L’expérience de l’arbre

Un spectacle de Simon Gauchet comme une expérience singulière, entre tradition théâtrale et écologie

Simon Gauchet aime les aventures hypothétiques, comme la performance du Musée recopié en 2016 à Rennes ou celle qui l’a conduit en radeau à la recherche de l’île d’Utopie (cf. La grande marée). Déjà, en 2008, désireux d’approfondir sa connaissance du théâtre asiatique, il avait entrepris un voyage en Indonésie, puis au Japon. Là-bas, il rencontre le fils d’un maître du théâtre Nô, acteur lui aussi, qui lui a transmis les bases de cet art ancestral. Dix ans après, à l’occasion d’une résidence à la Villa Kujoyama, Simon Gauchet a créé ce spectacle atypique, beau comme un poème, fil tendu entre l’Orient et l’Occident : L’expérience de l’arbre. Car au Japon, au commencement du théâtre, il y avait un arbre sur la scène, un pin, face auquel les acteurs jouaient. Cet arbre était le lien entre la terre et le ciel, les Hommes et les Dieux. Aujourd’hui, l’arbre est représenté sous la forme d’une peinture, comme un témoin : «L’arbre garde la mémoire des hommes dans notre théâtre». 

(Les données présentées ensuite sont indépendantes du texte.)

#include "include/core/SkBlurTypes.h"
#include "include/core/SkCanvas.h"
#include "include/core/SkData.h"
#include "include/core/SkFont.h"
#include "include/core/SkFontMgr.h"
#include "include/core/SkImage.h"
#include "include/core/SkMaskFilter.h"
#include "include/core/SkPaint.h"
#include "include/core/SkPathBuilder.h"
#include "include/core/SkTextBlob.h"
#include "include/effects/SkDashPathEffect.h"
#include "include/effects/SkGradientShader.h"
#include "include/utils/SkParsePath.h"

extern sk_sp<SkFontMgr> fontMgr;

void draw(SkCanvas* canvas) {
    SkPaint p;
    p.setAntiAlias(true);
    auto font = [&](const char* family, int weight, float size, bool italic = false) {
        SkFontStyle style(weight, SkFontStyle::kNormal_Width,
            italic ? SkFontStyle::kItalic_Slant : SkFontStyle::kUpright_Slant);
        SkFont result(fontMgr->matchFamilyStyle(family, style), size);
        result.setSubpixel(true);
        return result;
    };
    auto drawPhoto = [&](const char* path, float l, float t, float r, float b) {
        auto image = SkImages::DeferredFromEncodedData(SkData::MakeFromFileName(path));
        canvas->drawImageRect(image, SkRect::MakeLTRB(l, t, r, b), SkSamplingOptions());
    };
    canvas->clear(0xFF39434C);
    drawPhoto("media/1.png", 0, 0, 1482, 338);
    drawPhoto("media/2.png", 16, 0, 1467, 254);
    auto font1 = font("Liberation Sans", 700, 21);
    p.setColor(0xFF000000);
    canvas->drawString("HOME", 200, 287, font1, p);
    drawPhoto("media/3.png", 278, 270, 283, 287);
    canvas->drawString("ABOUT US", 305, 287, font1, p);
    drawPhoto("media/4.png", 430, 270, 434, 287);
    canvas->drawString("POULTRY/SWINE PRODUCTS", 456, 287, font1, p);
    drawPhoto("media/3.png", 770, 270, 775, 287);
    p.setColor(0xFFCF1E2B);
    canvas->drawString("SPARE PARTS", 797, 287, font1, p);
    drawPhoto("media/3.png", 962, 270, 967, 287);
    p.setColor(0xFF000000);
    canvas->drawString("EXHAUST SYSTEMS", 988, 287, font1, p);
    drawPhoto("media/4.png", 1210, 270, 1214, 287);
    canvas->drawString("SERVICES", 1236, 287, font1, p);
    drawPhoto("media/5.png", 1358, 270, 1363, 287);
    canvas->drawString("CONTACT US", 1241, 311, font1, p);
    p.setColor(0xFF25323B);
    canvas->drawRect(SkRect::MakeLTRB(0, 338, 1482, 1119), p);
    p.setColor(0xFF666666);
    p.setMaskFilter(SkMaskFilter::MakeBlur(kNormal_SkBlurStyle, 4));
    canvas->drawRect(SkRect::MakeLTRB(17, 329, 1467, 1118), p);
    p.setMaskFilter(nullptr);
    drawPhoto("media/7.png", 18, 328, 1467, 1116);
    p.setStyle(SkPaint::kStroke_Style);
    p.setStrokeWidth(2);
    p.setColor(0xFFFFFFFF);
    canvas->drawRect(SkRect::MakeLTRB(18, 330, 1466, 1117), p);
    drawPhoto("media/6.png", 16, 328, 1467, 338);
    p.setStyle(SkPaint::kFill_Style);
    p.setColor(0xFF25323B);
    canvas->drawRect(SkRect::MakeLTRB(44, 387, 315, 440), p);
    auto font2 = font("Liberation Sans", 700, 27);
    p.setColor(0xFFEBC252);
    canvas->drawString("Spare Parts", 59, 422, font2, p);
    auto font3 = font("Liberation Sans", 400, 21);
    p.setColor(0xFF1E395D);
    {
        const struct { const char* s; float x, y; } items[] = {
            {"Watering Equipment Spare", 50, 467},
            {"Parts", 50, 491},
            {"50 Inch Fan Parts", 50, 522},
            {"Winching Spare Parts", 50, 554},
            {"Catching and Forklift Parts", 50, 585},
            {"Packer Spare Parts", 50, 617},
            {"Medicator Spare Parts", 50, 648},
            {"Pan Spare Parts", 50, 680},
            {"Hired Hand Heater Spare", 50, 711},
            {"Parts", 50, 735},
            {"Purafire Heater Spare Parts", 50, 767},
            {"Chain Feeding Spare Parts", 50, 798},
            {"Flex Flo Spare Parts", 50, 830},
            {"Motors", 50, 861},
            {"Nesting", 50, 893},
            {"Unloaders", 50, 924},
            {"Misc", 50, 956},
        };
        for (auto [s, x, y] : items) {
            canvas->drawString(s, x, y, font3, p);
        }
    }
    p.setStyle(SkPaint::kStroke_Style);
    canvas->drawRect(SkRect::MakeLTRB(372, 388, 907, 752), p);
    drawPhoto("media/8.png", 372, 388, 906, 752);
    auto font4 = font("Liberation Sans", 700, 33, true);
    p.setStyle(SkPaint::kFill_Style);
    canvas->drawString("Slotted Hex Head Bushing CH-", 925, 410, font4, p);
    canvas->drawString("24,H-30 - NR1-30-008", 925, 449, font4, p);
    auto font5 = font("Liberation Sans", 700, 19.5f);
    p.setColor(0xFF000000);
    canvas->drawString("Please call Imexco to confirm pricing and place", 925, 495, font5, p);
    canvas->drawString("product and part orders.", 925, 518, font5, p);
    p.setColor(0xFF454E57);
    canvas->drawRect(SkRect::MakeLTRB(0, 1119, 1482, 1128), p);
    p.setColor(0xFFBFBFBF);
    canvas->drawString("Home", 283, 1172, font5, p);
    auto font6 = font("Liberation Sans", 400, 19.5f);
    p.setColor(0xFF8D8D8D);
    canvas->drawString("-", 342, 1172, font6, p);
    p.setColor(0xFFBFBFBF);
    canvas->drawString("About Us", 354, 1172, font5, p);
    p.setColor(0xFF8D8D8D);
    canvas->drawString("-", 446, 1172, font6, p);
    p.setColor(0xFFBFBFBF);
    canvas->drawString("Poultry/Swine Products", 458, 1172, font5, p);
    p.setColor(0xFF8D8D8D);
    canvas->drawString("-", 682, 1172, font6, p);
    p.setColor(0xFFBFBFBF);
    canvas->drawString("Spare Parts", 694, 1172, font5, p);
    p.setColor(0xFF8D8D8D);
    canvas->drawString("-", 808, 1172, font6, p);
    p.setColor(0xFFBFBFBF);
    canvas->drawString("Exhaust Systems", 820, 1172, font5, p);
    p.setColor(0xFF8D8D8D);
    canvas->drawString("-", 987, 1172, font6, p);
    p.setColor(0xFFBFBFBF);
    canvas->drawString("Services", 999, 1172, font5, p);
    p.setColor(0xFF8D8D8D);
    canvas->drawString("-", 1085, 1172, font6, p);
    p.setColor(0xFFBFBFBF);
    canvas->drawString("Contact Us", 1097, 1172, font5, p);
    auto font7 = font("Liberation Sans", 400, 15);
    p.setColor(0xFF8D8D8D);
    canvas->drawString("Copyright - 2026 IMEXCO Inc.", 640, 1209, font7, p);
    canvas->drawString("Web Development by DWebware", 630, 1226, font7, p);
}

Entre transmission et cérémonie

Simon Gauchet a beaucoup appris de son passage au Japon, et beaucoup retenu de l’art et de la fonction du théâtre Nô, la plus ancienne forme de théâtre. Des échanges entre les deux acteurs sur le travail de la voix selon Tatsushige Udaka (en alternance aec Hiroaki Ogasawara), l’art du masque ou encore celui de l’éventail, et les références théâtrales de Simon Gauchet (Antonin Artaud, Tête d’or, de Claudel,…), le spectacle opère un glissement subreptice vers un message écologique. Sur le plateau, des vestiges d’arbres morts rappellent les arbres couchés, abattus par les typhons comme celui de 2018, et le tsunami de 2011 dont un unique pin est resté debout au sein d’une forêt de 70 000 arbres déracinés. Son tronc commençant à pourrir, il a été découpé en neuf morceaux afin d’injecter de la résine dans ses veines pour l’ériger à nouveau. Et le metteur en scène de se lancer dans la reconstruction d’un arbre pour le tenir debout. Tout un symbole. La musique de Joaquim Pavy, partie prenante du spectacle, les lumières, tout s’agrège pour réveiller et perpétuer les fantômes du théâtre dans cette aventure entre transmission et cérémonie. Spectacle à suivre en tournée.

(spectacle vu au Paris-Villette en novembre 2023)

L’expérience de l’arbre           * * *

Théâtre du Bois de l’Aune, Aix-en-Provence, 19 et 20 mars, Théâtre municipal de Saint Lô, 14 mai.